Allow new attributes to be added to DataSets
See original GitHub issueDescription
I have certain attributes to track within my datasets and have created custom DataSets to get around this issue. Now that hooks are out most of my reasons for custom DataSets are gone, and I can achieve the same thing with an after_node_run
hook, but I still cannot attach custom attributes to datasets.
Use Case 1 (can I share this dataset)
I would like to attach things like confidentiality to the dataset so that team members can easily know who they can share a dataset with by looking at an attribute on the dataset. Ideally, I would like to add these to the catalog.
Use Case 2 (can I delete this sub_pipeliene)

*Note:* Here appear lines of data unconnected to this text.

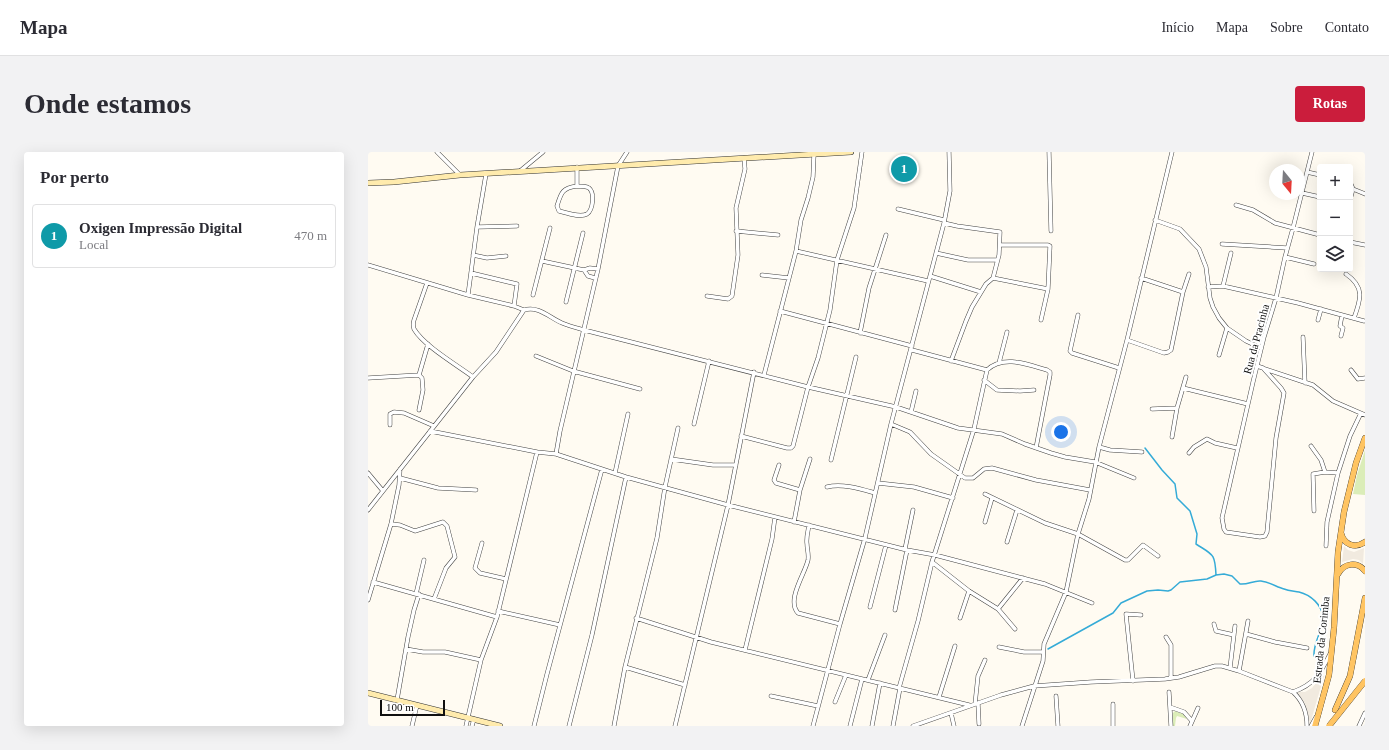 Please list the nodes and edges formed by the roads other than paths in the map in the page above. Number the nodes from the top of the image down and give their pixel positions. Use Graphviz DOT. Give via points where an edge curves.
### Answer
graph roads {
  1 [pos="437,152"];
  2 [pos="543,152"];
  3 [pos="627,152"];
  4 [pos="851,152"];
  5 [pos="862,152"];
  6 [pos="949,152"];
  7 [pos="1049,152"];
  8 [pos="1172,152"];
  9 [pos="1312,152"];
  10 [pos="814,154"];
  11 [pos="744,158"];
  12 [pos="618,166"];
  13 [pos="576,168"];
  14 [pos="520,172"];
  15 [pos="1307,172"];
  16 [pos="486,174"];
  17 [pos="1317,174"];
  18 [pos="460,175"];
  19 [pos="1305,180"];
  20 [pos="368,183"];
  21 [pos="577,186"];
  22 [pos="1353,189"];
  23 [pos="1305,194"];
  24 [pos="1365,194"];
  25 [pos="1317,196"];
  26 [pos="1300,200"];
  27 [pos="1236,205"];
  28 [pos="898,209"];
  29 [pos="1156,220"];
  30 [pos="944,221"];
  31 [pos="517,226"];
  32 [pos="477,227"];
  33 [pos="550,228"];
  34 [pos="1293,228"];
  35 [pos="736,231"];
  36 [pos="1051,231"];
  37 [pos="583,233"];
  38 [pos="886,234"];
  39 [pos="1317,234"];
  40 [pos="778,235"];
  41 [pos="1353,243"];
  42 [pos="1222,244"];
  43 [pos="1000,245"];
  44 [pos="1365,245"];
  45 [pos="1287,248"];
  46 [pos="796,251"];
  47 [pos="936,253"];
  48 [pos="1231,253"];
  49 [pos="473,255"];
  50 [pos="506,256"];
  51 [pos="1285,257"];
  52 [pos="837,260"];
  53 [pos="997,260"];
  54 [pos="542,261"];
  55 [pos="1314,264"];
  56 [pos="368,265"];
  57 [pos="575,268"];
  58 [pos="598,268"];
  59 [pos="875,269"];
  60 [pos="584,270"];
  61 [pos="471,273"];
  62 [pos="1189,274"];
  63 [pos="1346,274"];
  64 [pos="762,275"];
  65 [pos="930,276"];
  66 [pos="595,278"];
  67 [pos="789,278"];
  68 [pos="992,278"];
  69 [pos="1141,278"];
  70 [pos="928,281"];
  71 [pos="427,283"];
  72 [pos="1223,286"];
  73 [pos="1208,287"];
  74 [pos="1048,289"];
  75 [pos="981,292"];
  76 [pos="1183,292"];
  77 [pos="468,295"];
  78 [pos="534,295"];
  79 [pos="706,296"];
  80 [pos="1276,298"];
  81 [pos="566,302"];
  82 [pos="514,306"];
  83 [pos="1321,309"];
  84 [pos="524,310"];
  85 [pos="780,311"];
  86 [pos="1078,315"];
  87 [pos="1342,315"];
  88 [pos="1354,318"];
  89 [pos="1041,320"];
  90 [pos="1318,320"];
  91 [pos="1364,321"];
  92 [pos="827,323"];
  93 [pos="1227,328"];
  94 [pos="584,330"];
  95 [pos="860,332"];
  96 [pos="1007,332"];
  97 [pos="1341,336"];
  98 [pos="1303,337"];
  99 [pos="1128,340"];
  100 [pos="428,344"];
  101 [pos="912,348"];
  102 [pos="1261,348"];
  103 [pos="1219,355"];
  104 [pos="536,356"];
  105 [pos="856,357"];
  106 [pos="709,361"];
  107 [pos="951,361"];
  108 [pos="999,363"];
  109 [pos="1257,366"];
  110 [pos="1119,368"];
  111 [pos="1263,368"];
  112 [pos="574,370"];
  113 [pos="987,370"];
  114 [pos="1351,370"];
  115 [pos="754,372"];
  116 [pos="419,375"];
  117 [pos="764,375"];
  118 [pos="473,377"];
  119 [pos="1186,377"];
  120 [pos="368,378"];
  121 [pos="1365,378"];
  122 [pos="984,380"];
  123 [pos="1304,383"];
  124 [pos="808,387"];
  125 [pos="1183,388"];
  126 [pos="640,389"];
  127 [pos="1034,390"];
  128 [pos="916,391"];
  129 [pos="846,396"];
  130 [pos="1248,404"];
  131 [pos="896,407"];
  132 [pos="1177,408"];
  133 [pos="1152,409"];
  134 [pos="419,410"];
  135 [pos="911,412"];
  136 [pos="628,414"];
  137 [pos="1363,414"];
  138 [pos="694,424"];
  139 [pos="891,424"];
  140 [pos="390,425"];
  141 [pos="434,426"];
  142 [pos="678,428"];
  143 [pos="974,429"];
  144 [pos="430,431"];
  145 [pos="740,436"];
  146 [pos="1172,437"];
  147 [pos="1365,438"];
  148 [pos="1311,446"];
  149 [pos="1098,447"];
  150 [pos="1036,448"];
  151 [pos="1237,448"];
  152 [pos="537,452"];
  153 [pos="1142,452"];
  154 [pos="1189,453"];
  155 [pos="556,454"];
  156 [pos="671,459"];
  157 [pos="810,459"];
  158 [pos="830,460"];
  159 [pos="1095,462"];
  160 [pos="736,465"];
  161 [pos="778,465"];
  162 [pos="400,469"];
  163 [pos="602,469"];
  164 [pos="1325,472"];
  165 [pos="1338,472"];
  166 [pos="368,473"];
  167 [pos="615,473"];
  168 [pos="960,474"];
  169 [pos="626,477"];
  170 [pos="400,478"];
  171 [pos="1134,478"];
  172 [pos="878,482"];
  173 [pos="665,487"];
  174 [pos="827,487"];
  175 [pos="476,490"];
  176 [pos="800,490"];
  177 [pos="1090,490"];
  178 [pos="382,491"];
  179 [pos="875,493"];
  180 [pos="985,494"];
  181 [pos="953,498"];
  182 [pos="992,498"];
  183 [pos="728,505"];
  184 [pos="368,510"];
  185 [pos="913,510"];
  186 [pos="1017,510"];
  187 [pos="1314,511"];
  188 [pos="776,517"];
  189 [pos="794,522"];
  190 [pos="985,522"];
  191 [pos="391,524"];
  192 [pos="809,525"];
  193 [pos="1341,530"];
  194 [pos="1078,534"];
  195 [pos="865,538"];
  196 [pos="482,542"];
  197 [pos="1007,542"];
  198 [pos="1365,542"];
  199 [pos="886,544"];
  200 [pos="1326,546"];
  201 [pos="906,550"];
  202 [pos="935,555"];
  203 [pos="1158,556"];
  204 [pos="424,560"];
  205 [pos="932,562"];
  206 [pos="1365,571"];
  207 [pos="1023,578"];
  208 [pos="1337,578"];
  209 [pos="506,579"];
  210 [pos="374,582"];
  211 [pos="969,591"];
  212 [pos="1066,592"];
  213 [pos="418,594"];
  214 [pos="434,598"];
  215 [pos="1365,598"];
  216 [pos="368,600"];
  217 [pos="1092,603"];
  218 [pos="870,607"];
  219 [pos="998,609"];
  220 [pos="895,610"];
  221 [pos="498,611"];
  222 [pos="1141,615"];
  223 [pos="497,617"];
  224 [pos="636,618"];
  225 [pos="960,618"];
  226 [pos="1248,621"];
  227 [pos="840,624"];
  228 [pos="1214,624"];
  229 [pos="560,625"];
  230 [pos="1235,626"];
  231 [pos="1015,629"];
  232 [pos="1246,634"];
  233 [pos="886,635"];
  234 [pos="1234,635"];
  235 [pos="696,637"];
  236 [pos="1166,637"];
  237 [pos="955,646"];
  238 [pos="999,647"];
  239 [pos="1307,648"];
  240 [pos="406,649"];
  241 [pos="745,650"];
  242 [pos="1043,652"];
  243 [pos="1331,652"];
  244 [pos="481,660"];
  245 [pos="985,660"];
  246 [pos="624,667"];
  247 [pos="1230,668"];
  248 [pos="827,670"];
  249 [pos="1238,671"];
  250 [pos="846,675"];
  251 [pos="1171,678"];
  252 [pos="862,679"];
  253 [pos="868,680"];
  254 [pos="1132,681"];
  255 [pos="1365,681"];
  256 [pos="880,683"];
  257 [pos="685,685"];
  258 [pos="1034,686"];
  259 [pos="900,688"];
  260 [pos="1169,692"];
  261 [pos="1293,692"];
  262 [pos="368,693"];
  263 [pos="771,696"];
  264 [pos="1056,696"];
  265 [pos="939,697"];
  266 [pos="397,700"];
  267 [pos="835,702"];
  268 [pos="976,703"];
  269 [pos="1113,704"];
  270 [pos="417,705"];
  271 [pos="970,705"];
  272 [pos="1321,705"];
  273 [pos="818,706"];
  274 [pos="1170,707"];
  275 [pos="1198,708"];
  276 [pos="1335,710"];
  277 [pos="951,713"];
  278 [pos="1365,713"];
  279 [pos="468,718"];
  280 [pos="474,719"];
  281 [pos="1192,721"];
  282 [pos="979,724"];
  283 [pos="920,725"];
  284 [pos="1331,725"];
  285 [pos="412,726"];
  286 [pos="466,726"];
  287 [pos="472,726"];
  288 [pos="500,726"];
  289 [pos="534,726"];
  290 [pos="569,726"];
  291 [pos="614,726"];
  292 [pos="675,726"];
  293 [pos="813,726"];
  294 [pos="850,726"];
  295 [pos="872,726"];
  296 [pos="893,726"];
  297 [pos="913,726"];
  298 [pos="954,726"];
  299 [pos="1022,726"];
  300 [pos="1058,726"];
  301 [pos="1113,726"];
  302 [pos="1171,726"];
  303 [pos="1190,726"];
  304 [pos="1307,726"];
  305 [pos="1311,726"];
  306 [pos="1315,726"];
  307 [pos="1359,726"];
  1 -- 18 [label="street"];
  2 -- 14 [label="street"];
  3 -- 12 [label="street"];
  4 -- 10 [label="main road"];
  5 -- 52 [label="street" via="854,208"];
  6 -- 30 [label="street" via="950,191"];
  7 -- 36 [label="street"];
  8 -- 29 [label="street"];
  9 -- 15 [label="street, Rua da Pracinha"];
  10 -- 11 [label="main road"];
  10 -- 46 [label="street" via="813,177 801,220"];
  11 -- 12 [label="main road"];
  11 -- 35 [label="street" via="744,177 736,208"];
  12 -- 13 [label="main road"];
  12 -- 58 [label="street"];
  13 -- 14 [label="main road"];
  13 -- 21 [label="street"];
  14 -- 16 [label="main road"];
  15 -- 17 [label="street"];
  15 -- 19 [label="street, Rua da Pracinha"];
  16 -- 18 [label="main road"];
  16 -- 32 [label="street"];
  18 -- 20 [label="main road"];
  21 -- 21 [label="street" via="562,192 557,206 559,211 584,215 591,210 591,190"];
  22 -- 24 [label="street"];
  23 -- 25 [label="street"];
  26 -- 34 [label="street, Rua da Pracinha"];
  27 -- 34 [label="street" via="1253,210 1275,223"];
  28 -- 30 [label="street"];
  29 -- 69 [label="street"];
  29 -- 73 [label="street" via="1180,230 1199,249 1206,267"];
  30 -- 43 [label="street" via="957,226 1000,232"];
  30 -- 47 [label="street"];
  31 -- 32 [label="street"];
  32 -- 49 [label="street"];
  33 -- 54 [label="street"];
  34 -- 39 [label="street"];
  34 -- 45 [label="street, Rua da Pracinha"];
  35 -- 40 [label="street"];
  35 -- 79 [label="street" via="738,255 732,296 728,299"];
  37 -- 57 [label="street"];
  38 -- 59 [label="street"];
  41 -- 44 [label="street"];
  42 -- 45 [label="street"];
  43 -- 53 [label="street"];
  43 -- 74 [label="street" via="1048,245"];
  45 -- 51 [label="street, Rua da Pracinha"];
  46 -- 52 [label="street"];
  46 -- 67 [label="street"];
  47 -- 53 [label="street" via="968,260"];
  47 -- 65 [label="street"];
  48 -- 72 [label="street"];
  49 -- 50 [label="street" via="487,258"];
  49 -- 61 [label="street"];
  51 -- 55 [label="street"];
  51 -- 80 [label="street, Rua da Pracinha"];
  52 -- 59 [label="street"];
  52 -- 92 [label="street"];
  53 -- 68 [label="street"];
  54 -- 57 [label="street"];
  54 -- 78 [label="street"];
  56 -- 71 [label="street"];
  57 -- 60 [label="street"];
  57 -- 81 [label="street"];
  58 -- 60 [label="street"];
  58 -- 66 [label="street"];
  59 -- 70 [label="street"];
  59 -- 95 [label="street"];
  60 -- 66 [label="street" via="588,276"];
  61 -- 77 [label="street"];
  61 -- 82 [label="street" via="517,284"];
  62 -- 76 [label="street"];
  63 -- 88 [label="street" via="1357,284 1361,296"];
  64 -- 67 [label="street"];
  65 -- 70 [label="street"];
  65 -- 75 [label="street"];
  66 -- 94 [label="street"];
  67 -- 85 [label="street"];
  68 -- 74 [label="street"];
  68 -- 75 [label="street"];
  69 -- 76 [label="street"];
  69 -- 99 [label="street"];
  70 -- 101 [label="street"];
  71 -- 77 [label="street"];
  71 -- 100 [label="street" via="413,325"];
  72 -- 73 [label="street"];
  72 -- 80 [label="street"];
  73 -- 93 [label="street" via="1213,307"];
  74 -- 89 [label="street"];
  75 -- 107 [label="street" via="966,320"];
  76 -- 99 [label="street" via="1171,350 1164,353"];
  77 -- 82 [label="street"];
  80 -- 83 [label="street"];
  80 -- 102 [label="street, Rua da Pracinha"];
  82 -- 84 [label="street"];
  83 -- 87 [label="street"];
  83 -- 90 [label="street"];
  84 -- 94 [label="street" via="534,308 562,323"];
  84 -- 118 [label="street" via="505,340"];
  85 -- 92 [label="street"];
  85 -- 117 [label="street"];
  86 -- 110 [label="street" via="1070,351"];
  87 -- 88 [label="street"];
  87 -- 97 [label="street"];
  88 -- 91 [label="street"];
  92 -- 95 [label="street"];
  92 -- 124 [label="street"];
  93 -- 102 [label="street"];
  93 -- 103 [label="street"];
  94 -- 106 [label="street"];
  94 -- 112 [label="street"];
  95 -- 101 [label="street"];
  96 -- 108 [label="street"];
  98 -- 123 [label="street"];
  99 -- 110 [label="street"];
  100 -- 116 [label="street"];
  100 -- 118 [label="street"];
  101 -- 107 [label="street"];
  101 -- 131 [label="street"];
  102 -- 109 [label="street, Rua da Pracinha"];
  104 -- 112 [label="street"];
  105 -- 129 [label="street"];
  106 -- 115 [label="street"];
  106 -- 138 [label="street"];
  107 -- 113 [label="street"];
  108 -- 113 [label="street"];
  108 -- 150 [label="street" via="1018,362 1050,372"];
  109 -- 111 [label="street"];
  109 -- 130 [label="street, Rua da Pracinha"];
  110 -- 149 [label="street"];
  111 -- 123 [label="street"];
  111 -- 151 [label="street, Rua da Pracinha" via="1282,388 1284,394 1276,438 1267,532 1260,538 1225,531 1222,518"];
  112 -- 126 [label="street"];
  112 -- 155 [label="street"];
  113 -- 122 [label="street"];
  114 -- 121 [label="street" via="1358,379"];
  115 -- 117 [label="street"];
  115 -- 145 [label="street"];
  116 -- 120 [label="street"];
  116 -- 134 [label="street" via="422,378 423,390"];
  117 -- 124 [label="street"];
  118 -- 141 [label="street"];
  119 -- 125 [label="street"];
  122 -- 127 [label="street" via="997,390"];
  122 -- 143 [label="street"];
  123 -- 137 [label="street" via="1318,388 1333,401"];
  124 -- 129 [label="street"];
  124 -- 145 [label="street" via="791,448"];
  125 -- 130 [label="street"];
  125 -- 132 [label="street"];
  128 -- 135 [label="street"];
  129 -- 131 [label="street"];
  129 -- 158 [label="street"];
  130 -- 151 [label="street, Rua da Pracinha"];
  131 -- 135 [label="street"];
  131 -- 139 [label="street"];
  132 -- 133 [label="street"];
  132 -- 146 [label="street"];
  135 -- 143 [label="street" via="952,426"];
  136 -- 167 [label="street"];
  137 -- 165 [label="street" via="1350,436"];
  139 -- 168 [label="street" via="910,432 931,454"];
  139 -- 172 [label="street"];
  140 -- 141 [label="street" via="390,414 394,412 404,413"];
  141 -- 144 [label="street"];
  142 -- 156 [label="street"];
  143 -- 150 [label="street" via="1002,434"];
  143 -- 168 [label="street"];
  144 -- 152 [label="street"];
  144 -- 162 [label="street"];
  145 -- 160 [label="street"];
  147 -- 193 [label="main road" via="1349,489"];
  148 -- 164 [label="street" via="1321,460"];
  149 -- 153 [label="street"];
  149 -- 159 [label="street"];
  150 -- 159 [label="street" via="1065,457"];
  151 -- 154 [label="street" via="1207,439"];
  152 -- 155 [label="street"];
  152 -- 209 [label="street"];
  155 -- 163 [label="street"];
  156 -- 160 [label="street" via="713,465"];
  156 -- 173 [label="street"];
  157 -- 176 [label="street"];
  159 -- 171 [label="street"];
  159 -- 177 [label="street"];
  160 -- 183 [label="street"];
  161 -- 176 [label="street" via="774,480 776,483"];
  162 -- 170 [label="street"];
  162 -- 178 [label="street"];
  163 -- 167 [label="street"];
  163 -- 229 [label="street"];
  164 -- 165 [label="street"];
  164 -- 187 [label="street" via="1314,473 1312,476"];
  165 -- 200 [label="street" via="1327,522"];
  166 -- 178 [label="street"];
  167 -- 169 [label="street"];
  168 -- 177 [label="street" via="969,479 984,469 992,468 1036,480"];
  168 -- 181 [label="street"];
  169 -- 173 [label="street"];
  169 -- 290 [label="street" via="592,635"];
  170 -- 175 [label="street" via="438,488"];
  170 -- 191 [label="street"];
  172 -- 179 [label="street"];
  172 -- 181 [label="street" via="914,487"];
  173 -- 183 [label="street"];
  173 -- 224 [label="street" via="657,538"];
  174 -- 179 [label="street" via="844,486"];
  176 -- 189 [label="street"];
  177 -- 194 [label="street"];
  178 -- 184 [label="street"];
  179 -- 195 [label="street"];
  180 -- 182 [label="street"];
  181 -- 202 [label="street"];
  182 -- 186 [label="street"];
  182 -- 190 [label="street"];
  183 -- 188 [label="street"];
  183 -- 235 [label="street"];
  185 -- 201 [label="street"];
  186 -- 194 [label="street"];
  186 -- 197 [label="street"];
  188 -- 189 [label="street"];
  188 -- 241 [label="street"];
  189 -- 192 [label="street"];
  191 -- 210 [label="street"];
  191 -- 214 [label="street" via="416,531 443,522 448,526 456,557 446,568"];
  192 -- 195 [label="street"];
  192 -- 227 [label="street" via="808,558 796,594 795,609 798,613"];
  193 -- 198 [label="main road" via="1342,537 1349,544 1358,545"];
  193 -- 208 [label="main road, Estrada da Corimba"];
  194 -- 203 [label="street" via="1125,560 1143,545"];
  194 -- 212 [label="street"];
  195 -- 199 [label="street"];
  195 -- 227 [label="street"];
  196 -- 209 [label="street" via="475,568 480,573"];
  199 -- 201 [label="street"];
  199 -- 218 [label="street"];
  201 -- 202 [label="street"];
  201 -- 220 [label="street"];
  202 -- 205 [label="street"];
  202 -- 207 [label="street"];
  204 -- 213 [label="street"];
  205 -- 211 [label="street"];
  205 -- 259 [label="street"];
  206 -- 208 [label="main road" via="1359,566 1349,564 1341,569"];
  207 -- 212 [label="street"];
  207 -- 219 [label="street"];
  208 -- 243 [label="main road, Estrada da Corimba"];
  209 -- 221 [label="street"];
  210 -- 213 [label="street"];
  210 -- 216 [label="street"];
  211 -- 219 [label="street"];
  211 -- 225 [label="street"];
  212 -- 217 [label="street"];
  212 -- 242 [label="street"];
  213 -- 214 [label="street"];
  213 -- 240 [label="street"];
  214 -- 223 [label="street"];
  215 -- 276 [label="main road" via="1350,676"];
  219 -- 231 [label="street"];
  221 -- 223 [label="street"];
  221 -- 229 [label="street"];
  222 -- 254 [label="street" via="1126,614"];
  223 -- 244 [label="street"];
  224 -- 235 [label="street"];
  224 -- 246 [label="street"];
  226 -- 232 [label="street"];
  227 -- 248 [label="street"];
  228 -- 234 [label="street" via="1216,631"];
  229 -- 289 [label="street"];
  230 -- 234 [label="street"];
  232 -- 239 [label="street"];
  232 -- 249 [label="street"];
  233 -- 253 [label="street"];
  234 -- 247 [label="street"];
  235 -- 241 [label="street"];
  235 -- 257 [label="street"];
  236 -- 251 [label="street" via="1170,645"];
  237 -- 265 [label="street"];
  238 -- 242 [label="street" via="1024,652"];
  240 -- 244 [label="street" via="442,652"];
  240 -- 266 [label="street"];
  241 -- 248 [label="street"];
  242 -- 258 [label="street" via="1043,661"];
  243 -- 261 [label="street" via="1311,683"];
  243 -- 272 [label="main road, Estrada da Corimba" via="1329,675"];
  244 -- 279 [label="street"];
  245 -- 268 [label="street" via="978,676"];
  246 -- 257 [label="street"];
  246 -- 291 [label="street"];
  247 -- 249 [label="street"];
  247 -- 251 [label="street" via="1215,666"];
  248 -- 250 [label="street"];
  248 -- 273 [label="street"];
  249 -- 261 [label="street"];
  250 -- 252 [label="street"];
  250 -- 267 [label="street"];
  251 -- 254 [label="street"];
  252 -- 253 [label="street"];
  252 -- 294 [label="street"];
  253 -- 256 [label="street"];
  254 -- 258 [label="street"];
  255 -- 284 [label="main road, bridge"];
  256 -- 259 [label="street"];
  256 -- 295 [label="street"];
  257 -- 292 [label="street"];
  258 -- 268 [label="street"];
  258 -- 299 [label="street"];
  259 -- 265 [label="street"];
  259 -- 296 [label="street"];
  260 -- 274 [label="street"];
  261 -- 304 [label="street" via="1304,706"];
  262 -- 266 [label="main road"];
  263 -- 273 [label="street"];
  264 -- 300 [label="street"];
  265 -- 271 [label="street"];
  266 -- 270 [label="main road"];
  268 -- 271 [label="street"];
  268 -- 282 [label="street"];
  269 -- 301 [label="street"];
  270 -- 279 [label="main road"];
  270 -- 285 [label="street"];
  271 -- 277 [label="street"];
  272 -- 305 [label="street"];
  272 -- 306 [label="main road, Estrada da Corimba"];
  273 -- 293 [label="street"];
  274 -- 281 [label="street" via="1184,712"];
  274 -- 302 [label="street"];
  275 -- 281 [label="street"];
  277 -- 283 [label="street"];
  277 -- 298 [label="street"];
  278 -- 307 [label="street"];
  279 -- 280 [label="main road"];
  279 -- 286 [label="street"];
  280 -- 287 [label="street"];
  280 -- 288 [label="main road"];
  281 -- 303 [label="street"];
  283 -- 297 [label="street"];
}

I would also like to be able to check the pipeline health in CI, one thing that I would like to look for is dangling edges that are useless. Sometimes during refactoring we switch to a new section of the pipeline, the old one gets disconnected, never removed, and now we wonder if anyone is using that output. It would have been nice to have CI tell us that we need to mark that dataset as a final output or remove the section of pipeline.
Possible Implementation
cars:
type: pandas.CSVDataSet
filepath: data/01_raw/company/cars.csv
attributes: # 👈 this is the proposed feature, not currently in the framework
is_output: true
confidentiality: public
The AbstractDataset’s would need to accept the attributes keyword, then attach the attributes to each instance.
Issue Analytics
- State:
- Created 3 years ago
- Reactions:4
- Comments:10 (7 by maintainers)
Still dreaming of being able to add additional attributes to datasets so that I can access them in hooks. Is this something the kedro team is interested in allowing?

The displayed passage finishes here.